Let`s CLEAN India campaign

 

Imagine waking up every single day: getting up, drinking coffee, getting ready for office or school, working at office and going back home for dinner and then sleeping. As a thought exercise, look back at each and every single activity undertaken, count the number of products consumed for each activity - single serve food packaging, cosmetics, personal care products, assorted products in plastic cups and tinfoil in addition to the packaging they are bought in. Now multiply that by the number of people in your city, country and planet. The amount of material consumed on a daily basis should enable one to understand the scale of the current waste generation problem.

Many countries around the world are currently facing a crisis in the management and handling of their waste. Several technologies and methodologies have been floated in an attempt to handle this waste with mostly mixed results. For example Waste-To-Energy plants, so favoured in Scandinavian countries as silver bullets for waste management have mostly failed in India as their operations have led to toxic emissions and chronic under performance as the composition of Indian waste, which is on average 50% wet kitchen waste is not suitable for generating energy.

From an Indian perspective, solid waste management as an issue is gaining urgency with ULBs and communities alike. Despite the Central Government`s flagship project ‘Swacch Bharat Mission’ and laws and notifications such as the SWM Rules 2016, urban local bodies in India still struggle with waste management and it’s disposal.

However, many ULBs, especially in South India have taken the initiative and implemented the salient features of SWM 2016 Rules which call for waste segregation at source itself. This is evident by the success in Alapuzha and to some extent in Bangalore where segregation is compulsory and wet kitchen waste is composted as manure. These cities have also formalised the role of informal waste collectors in segregation of waste for recycling.

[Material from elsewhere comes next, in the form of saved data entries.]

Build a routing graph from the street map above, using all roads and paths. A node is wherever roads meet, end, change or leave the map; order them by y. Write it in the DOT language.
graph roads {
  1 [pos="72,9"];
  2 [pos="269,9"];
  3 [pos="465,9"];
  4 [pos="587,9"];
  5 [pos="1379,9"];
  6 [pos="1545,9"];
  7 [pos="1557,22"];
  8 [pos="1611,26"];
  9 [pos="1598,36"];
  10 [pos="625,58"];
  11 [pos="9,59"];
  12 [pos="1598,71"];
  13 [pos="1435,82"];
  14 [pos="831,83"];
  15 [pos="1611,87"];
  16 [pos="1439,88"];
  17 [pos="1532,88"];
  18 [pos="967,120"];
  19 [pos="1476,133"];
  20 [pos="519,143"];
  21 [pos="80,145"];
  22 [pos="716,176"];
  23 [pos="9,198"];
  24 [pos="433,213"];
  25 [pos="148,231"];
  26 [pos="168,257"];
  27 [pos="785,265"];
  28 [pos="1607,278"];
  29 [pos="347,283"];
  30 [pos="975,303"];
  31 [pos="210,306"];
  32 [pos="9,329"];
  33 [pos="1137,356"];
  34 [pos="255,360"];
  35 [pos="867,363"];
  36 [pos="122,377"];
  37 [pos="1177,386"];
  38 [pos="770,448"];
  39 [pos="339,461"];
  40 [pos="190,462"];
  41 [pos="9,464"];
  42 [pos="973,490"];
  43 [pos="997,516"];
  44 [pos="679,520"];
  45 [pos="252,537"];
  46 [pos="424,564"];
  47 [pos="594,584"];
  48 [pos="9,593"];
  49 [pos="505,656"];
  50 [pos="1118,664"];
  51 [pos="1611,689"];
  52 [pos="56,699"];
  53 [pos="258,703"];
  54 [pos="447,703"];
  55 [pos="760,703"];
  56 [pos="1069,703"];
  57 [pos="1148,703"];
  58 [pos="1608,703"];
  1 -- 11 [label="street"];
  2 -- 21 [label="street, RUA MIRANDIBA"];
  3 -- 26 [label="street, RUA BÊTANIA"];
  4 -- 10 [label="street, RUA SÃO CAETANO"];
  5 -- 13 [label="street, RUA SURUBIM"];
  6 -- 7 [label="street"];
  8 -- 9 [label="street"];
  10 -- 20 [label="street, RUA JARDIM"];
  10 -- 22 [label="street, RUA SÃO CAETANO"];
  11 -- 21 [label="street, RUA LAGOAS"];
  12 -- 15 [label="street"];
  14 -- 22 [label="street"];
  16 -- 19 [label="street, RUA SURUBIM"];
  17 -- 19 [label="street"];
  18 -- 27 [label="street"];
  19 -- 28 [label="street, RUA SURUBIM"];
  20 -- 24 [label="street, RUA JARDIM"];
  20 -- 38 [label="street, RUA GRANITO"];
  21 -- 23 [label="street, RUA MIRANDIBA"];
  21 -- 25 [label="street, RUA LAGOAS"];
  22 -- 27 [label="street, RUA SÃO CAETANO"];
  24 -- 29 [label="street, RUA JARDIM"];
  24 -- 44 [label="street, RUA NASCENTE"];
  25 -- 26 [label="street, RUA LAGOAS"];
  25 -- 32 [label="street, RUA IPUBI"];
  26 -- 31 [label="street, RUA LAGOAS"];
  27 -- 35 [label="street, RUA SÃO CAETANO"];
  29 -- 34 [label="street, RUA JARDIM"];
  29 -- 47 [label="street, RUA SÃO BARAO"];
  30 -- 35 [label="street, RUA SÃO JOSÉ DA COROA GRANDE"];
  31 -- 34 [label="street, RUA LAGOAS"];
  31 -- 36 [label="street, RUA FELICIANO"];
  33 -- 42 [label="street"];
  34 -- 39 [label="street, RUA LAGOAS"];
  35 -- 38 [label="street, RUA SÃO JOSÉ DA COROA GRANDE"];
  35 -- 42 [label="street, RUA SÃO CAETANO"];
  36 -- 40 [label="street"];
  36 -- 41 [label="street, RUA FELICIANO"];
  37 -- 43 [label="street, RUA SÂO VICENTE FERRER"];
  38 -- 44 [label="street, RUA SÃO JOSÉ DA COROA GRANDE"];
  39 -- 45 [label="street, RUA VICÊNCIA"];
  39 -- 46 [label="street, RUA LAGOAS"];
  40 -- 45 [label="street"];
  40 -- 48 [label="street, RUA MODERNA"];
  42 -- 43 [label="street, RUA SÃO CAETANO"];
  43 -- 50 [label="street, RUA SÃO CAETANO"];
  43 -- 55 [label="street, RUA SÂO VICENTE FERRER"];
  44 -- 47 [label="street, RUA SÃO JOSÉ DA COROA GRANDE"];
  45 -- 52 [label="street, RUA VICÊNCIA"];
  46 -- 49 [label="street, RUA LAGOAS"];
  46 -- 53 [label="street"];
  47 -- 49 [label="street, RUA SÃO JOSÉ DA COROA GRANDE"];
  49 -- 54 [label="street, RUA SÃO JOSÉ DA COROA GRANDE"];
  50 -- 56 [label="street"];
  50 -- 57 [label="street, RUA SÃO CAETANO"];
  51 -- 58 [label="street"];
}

In an effort to bring about a change in how waste and it`s management is perceived, the Communication for Development team at Development Alternatives is designing and implementing the Let`s CLEAN India campaign with a focus on mobilising volunteers for conducting clean up drives and change behaviours in the wider community to achieve positive waste outcomes.

Let’s Do It! World is a civic-led mass movement that began in Estonia in 2008 when 50,000 people united together to clean up the entire country in just five hours. Since then, Let’s Do It! has spread this model of communities of volunteers uniting for the purpose of clean up around the world. Till date, 113 countries and over 16 million people have joined this campaign under different banners to clean up illegal waste in their host communities. In just seven years, Let’s Do It! has motivated over 16 million people worldwide to join together and clean up their countries.

The current campaign is focused on conducting both clean ups of dry recyclable waste and promoting wet waste composting at the community and household levels. The campaign`s key outreach platform is through social media, which is prevalent throughout urban and even rural India.

It is hoped that as the campaign will grow organically, it will act as a platform for CSR and CSO partners to join together to effect true change in waste management of urban centres in India by exchanging knowledge, funding and acting as a vehicle for policy level changes in waste management.